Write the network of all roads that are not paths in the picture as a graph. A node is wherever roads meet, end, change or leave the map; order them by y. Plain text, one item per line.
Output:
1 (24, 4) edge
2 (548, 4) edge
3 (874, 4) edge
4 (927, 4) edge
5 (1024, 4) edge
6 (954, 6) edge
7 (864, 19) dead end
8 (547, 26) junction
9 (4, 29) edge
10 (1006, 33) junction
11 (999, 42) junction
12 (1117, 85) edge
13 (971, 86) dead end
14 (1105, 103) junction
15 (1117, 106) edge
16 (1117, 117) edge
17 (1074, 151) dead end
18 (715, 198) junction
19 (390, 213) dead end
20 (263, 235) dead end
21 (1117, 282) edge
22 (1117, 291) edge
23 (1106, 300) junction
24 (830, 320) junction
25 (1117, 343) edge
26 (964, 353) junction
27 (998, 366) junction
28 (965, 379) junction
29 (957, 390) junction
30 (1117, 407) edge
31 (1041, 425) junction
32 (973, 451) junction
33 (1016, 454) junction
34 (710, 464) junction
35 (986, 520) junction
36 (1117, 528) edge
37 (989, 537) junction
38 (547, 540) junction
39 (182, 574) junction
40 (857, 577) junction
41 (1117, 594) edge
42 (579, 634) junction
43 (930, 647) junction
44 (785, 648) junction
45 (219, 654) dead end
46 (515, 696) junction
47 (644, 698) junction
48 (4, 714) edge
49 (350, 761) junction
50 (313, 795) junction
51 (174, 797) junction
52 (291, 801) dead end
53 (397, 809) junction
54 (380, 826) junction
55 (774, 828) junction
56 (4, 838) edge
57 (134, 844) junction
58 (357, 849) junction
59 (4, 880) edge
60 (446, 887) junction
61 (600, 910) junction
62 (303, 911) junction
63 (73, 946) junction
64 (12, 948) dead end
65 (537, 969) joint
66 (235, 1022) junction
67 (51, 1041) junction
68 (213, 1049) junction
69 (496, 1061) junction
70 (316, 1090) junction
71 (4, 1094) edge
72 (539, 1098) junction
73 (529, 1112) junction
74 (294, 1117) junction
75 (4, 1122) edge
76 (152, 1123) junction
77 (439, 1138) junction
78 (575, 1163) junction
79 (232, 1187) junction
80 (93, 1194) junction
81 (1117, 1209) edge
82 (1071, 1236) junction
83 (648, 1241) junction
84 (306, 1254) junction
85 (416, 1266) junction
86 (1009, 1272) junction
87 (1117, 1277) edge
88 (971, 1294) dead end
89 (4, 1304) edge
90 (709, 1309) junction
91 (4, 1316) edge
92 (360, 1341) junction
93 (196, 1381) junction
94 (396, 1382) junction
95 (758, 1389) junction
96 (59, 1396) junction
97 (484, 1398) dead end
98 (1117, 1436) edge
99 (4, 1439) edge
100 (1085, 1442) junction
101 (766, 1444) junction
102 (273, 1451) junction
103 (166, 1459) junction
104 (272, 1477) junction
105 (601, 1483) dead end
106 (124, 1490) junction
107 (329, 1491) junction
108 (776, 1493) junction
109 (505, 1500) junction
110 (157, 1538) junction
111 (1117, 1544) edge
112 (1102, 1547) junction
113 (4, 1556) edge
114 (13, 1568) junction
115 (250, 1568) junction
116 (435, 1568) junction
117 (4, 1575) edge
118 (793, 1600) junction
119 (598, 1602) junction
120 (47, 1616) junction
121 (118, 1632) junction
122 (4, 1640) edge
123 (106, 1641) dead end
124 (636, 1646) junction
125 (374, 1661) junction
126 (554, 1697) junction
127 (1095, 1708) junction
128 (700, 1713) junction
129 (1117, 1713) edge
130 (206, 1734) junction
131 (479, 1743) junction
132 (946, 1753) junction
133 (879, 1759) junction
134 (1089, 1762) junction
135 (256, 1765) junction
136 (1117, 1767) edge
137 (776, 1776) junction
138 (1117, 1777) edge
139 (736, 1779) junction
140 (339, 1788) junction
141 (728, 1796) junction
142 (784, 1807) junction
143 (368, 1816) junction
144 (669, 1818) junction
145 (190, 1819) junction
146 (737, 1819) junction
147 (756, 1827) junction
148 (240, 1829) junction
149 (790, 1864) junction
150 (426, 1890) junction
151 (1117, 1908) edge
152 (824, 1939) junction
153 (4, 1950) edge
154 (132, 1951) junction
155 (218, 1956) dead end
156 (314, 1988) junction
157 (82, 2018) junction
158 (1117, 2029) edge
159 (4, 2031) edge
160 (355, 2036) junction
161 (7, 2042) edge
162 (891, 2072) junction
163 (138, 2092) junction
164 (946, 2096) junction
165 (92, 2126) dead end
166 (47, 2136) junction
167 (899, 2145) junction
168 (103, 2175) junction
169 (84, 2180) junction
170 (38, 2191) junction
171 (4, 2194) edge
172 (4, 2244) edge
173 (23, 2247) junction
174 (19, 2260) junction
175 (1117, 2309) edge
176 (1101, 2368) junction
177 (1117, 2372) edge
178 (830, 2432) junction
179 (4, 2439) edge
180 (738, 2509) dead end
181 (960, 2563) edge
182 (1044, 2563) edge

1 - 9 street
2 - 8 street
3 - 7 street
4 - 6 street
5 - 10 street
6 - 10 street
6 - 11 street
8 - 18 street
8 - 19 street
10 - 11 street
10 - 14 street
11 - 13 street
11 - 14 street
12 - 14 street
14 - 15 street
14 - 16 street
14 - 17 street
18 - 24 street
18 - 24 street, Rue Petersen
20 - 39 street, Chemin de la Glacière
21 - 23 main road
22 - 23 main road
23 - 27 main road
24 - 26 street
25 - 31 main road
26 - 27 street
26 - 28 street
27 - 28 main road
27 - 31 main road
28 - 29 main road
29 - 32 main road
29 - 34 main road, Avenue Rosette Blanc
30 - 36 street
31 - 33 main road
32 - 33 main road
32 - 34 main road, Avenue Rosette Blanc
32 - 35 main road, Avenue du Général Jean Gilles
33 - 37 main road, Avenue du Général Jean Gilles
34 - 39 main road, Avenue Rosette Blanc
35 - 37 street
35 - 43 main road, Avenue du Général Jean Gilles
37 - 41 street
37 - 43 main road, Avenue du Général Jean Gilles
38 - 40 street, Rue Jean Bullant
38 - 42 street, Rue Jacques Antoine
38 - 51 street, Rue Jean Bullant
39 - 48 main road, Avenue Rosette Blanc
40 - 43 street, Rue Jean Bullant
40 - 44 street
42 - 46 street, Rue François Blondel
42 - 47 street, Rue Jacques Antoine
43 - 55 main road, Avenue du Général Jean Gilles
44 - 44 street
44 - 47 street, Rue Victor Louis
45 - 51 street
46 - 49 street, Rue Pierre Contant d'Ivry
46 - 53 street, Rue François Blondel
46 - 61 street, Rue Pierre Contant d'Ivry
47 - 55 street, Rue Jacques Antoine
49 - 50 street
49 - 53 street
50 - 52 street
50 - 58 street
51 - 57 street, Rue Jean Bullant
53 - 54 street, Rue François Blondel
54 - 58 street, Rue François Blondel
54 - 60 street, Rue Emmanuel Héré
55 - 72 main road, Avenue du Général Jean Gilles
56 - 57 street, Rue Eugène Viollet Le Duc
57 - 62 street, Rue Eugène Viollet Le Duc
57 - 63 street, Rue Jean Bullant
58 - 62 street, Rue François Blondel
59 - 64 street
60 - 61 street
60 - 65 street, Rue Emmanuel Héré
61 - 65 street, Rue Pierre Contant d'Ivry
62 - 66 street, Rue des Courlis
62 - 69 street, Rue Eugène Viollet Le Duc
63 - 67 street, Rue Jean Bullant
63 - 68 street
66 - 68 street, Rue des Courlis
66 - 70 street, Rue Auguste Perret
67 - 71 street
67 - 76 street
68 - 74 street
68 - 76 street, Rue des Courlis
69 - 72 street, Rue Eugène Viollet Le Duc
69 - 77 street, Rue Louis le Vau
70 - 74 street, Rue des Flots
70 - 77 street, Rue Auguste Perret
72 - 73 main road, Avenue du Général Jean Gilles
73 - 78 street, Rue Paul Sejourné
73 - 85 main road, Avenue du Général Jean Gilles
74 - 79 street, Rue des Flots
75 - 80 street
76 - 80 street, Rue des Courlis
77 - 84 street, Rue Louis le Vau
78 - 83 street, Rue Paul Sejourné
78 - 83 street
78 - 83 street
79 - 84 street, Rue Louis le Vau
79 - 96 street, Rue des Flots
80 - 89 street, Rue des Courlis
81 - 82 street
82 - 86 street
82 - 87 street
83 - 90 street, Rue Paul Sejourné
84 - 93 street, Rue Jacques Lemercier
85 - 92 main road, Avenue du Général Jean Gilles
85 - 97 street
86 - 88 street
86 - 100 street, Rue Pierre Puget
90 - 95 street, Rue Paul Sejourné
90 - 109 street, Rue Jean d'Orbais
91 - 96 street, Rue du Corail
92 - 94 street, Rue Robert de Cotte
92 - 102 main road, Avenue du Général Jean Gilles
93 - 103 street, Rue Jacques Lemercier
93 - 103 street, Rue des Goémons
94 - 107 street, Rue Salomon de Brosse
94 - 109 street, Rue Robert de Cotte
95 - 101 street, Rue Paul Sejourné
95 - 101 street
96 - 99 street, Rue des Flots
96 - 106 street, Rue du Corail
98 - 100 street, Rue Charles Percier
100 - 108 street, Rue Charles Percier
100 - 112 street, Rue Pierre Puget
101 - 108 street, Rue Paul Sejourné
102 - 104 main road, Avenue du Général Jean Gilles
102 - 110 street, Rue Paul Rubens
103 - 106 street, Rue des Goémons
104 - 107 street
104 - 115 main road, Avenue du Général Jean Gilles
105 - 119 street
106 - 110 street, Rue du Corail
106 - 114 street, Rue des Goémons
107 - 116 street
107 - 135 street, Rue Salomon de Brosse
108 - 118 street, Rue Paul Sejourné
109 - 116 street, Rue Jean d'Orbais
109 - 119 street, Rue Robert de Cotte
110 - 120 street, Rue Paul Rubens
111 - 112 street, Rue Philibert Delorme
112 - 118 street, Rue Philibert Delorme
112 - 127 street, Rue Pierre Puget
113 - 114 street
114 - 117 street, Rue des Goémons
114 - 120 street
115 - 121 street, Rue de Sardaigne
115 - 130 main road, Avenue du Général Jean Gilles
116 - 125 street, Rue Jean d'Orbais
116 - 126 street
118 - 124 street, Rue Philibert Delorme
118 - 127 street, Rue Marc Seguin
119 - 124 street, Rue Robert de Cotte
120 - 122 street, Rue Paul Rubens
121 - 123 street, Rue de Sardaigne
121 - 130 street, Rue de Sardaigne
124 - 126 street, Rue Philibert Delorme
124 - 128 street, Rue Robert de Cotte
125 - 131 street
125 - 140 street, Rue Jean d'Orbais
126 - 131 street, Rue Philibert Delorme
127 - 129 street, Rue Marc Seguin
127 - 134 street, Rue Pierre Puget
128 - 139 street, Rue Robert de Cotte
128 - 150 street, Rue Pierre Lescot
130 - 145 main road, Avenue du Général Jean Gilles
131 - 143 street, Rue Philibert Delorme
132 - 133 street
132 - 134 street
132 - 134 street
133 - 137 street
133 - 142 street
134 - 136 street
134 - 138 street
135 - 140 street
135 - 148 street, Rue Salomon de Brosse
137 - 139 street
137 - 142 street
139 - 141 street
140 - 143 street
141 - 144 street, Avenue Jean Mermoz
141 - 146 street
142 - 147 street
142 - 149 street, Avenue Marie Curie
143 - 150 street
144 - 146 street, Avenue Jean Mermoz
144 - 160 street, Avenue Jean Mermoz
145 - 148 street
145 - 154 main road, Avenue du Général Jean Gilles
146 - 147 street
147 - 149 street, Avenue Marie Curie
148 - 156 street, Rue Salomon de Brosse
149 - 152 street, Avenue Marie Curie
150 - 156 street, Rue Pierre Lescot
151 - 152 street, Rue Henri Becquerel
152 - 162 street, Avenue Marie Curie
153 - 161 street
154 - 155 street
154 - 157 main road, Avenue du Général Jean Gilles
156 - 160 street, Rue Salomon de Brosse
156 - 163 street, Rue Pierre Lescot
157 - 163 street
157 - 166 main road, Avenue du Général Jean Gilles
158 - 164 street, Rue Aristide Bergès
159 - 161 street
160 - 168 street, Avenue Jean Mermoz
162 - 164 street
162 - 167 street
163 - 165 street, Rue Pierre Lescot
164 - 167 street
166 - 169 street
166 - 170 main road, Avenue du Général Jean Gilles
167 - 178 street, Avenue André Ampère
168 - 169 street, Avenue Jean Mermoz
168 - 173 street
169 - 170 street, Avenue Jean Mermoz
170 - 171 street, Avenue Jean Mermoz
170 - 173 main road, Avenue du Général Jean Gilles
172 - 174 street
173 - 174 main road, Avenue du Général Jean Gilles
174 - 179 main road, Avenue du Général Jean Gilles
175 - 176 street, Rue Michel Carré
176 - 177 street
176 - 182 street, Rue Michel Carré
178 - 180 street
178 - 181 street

**Exercise description**
Determine the number of lines in the data above that hold "Orbais", and reply with that number alone.

**Answer for the task**
4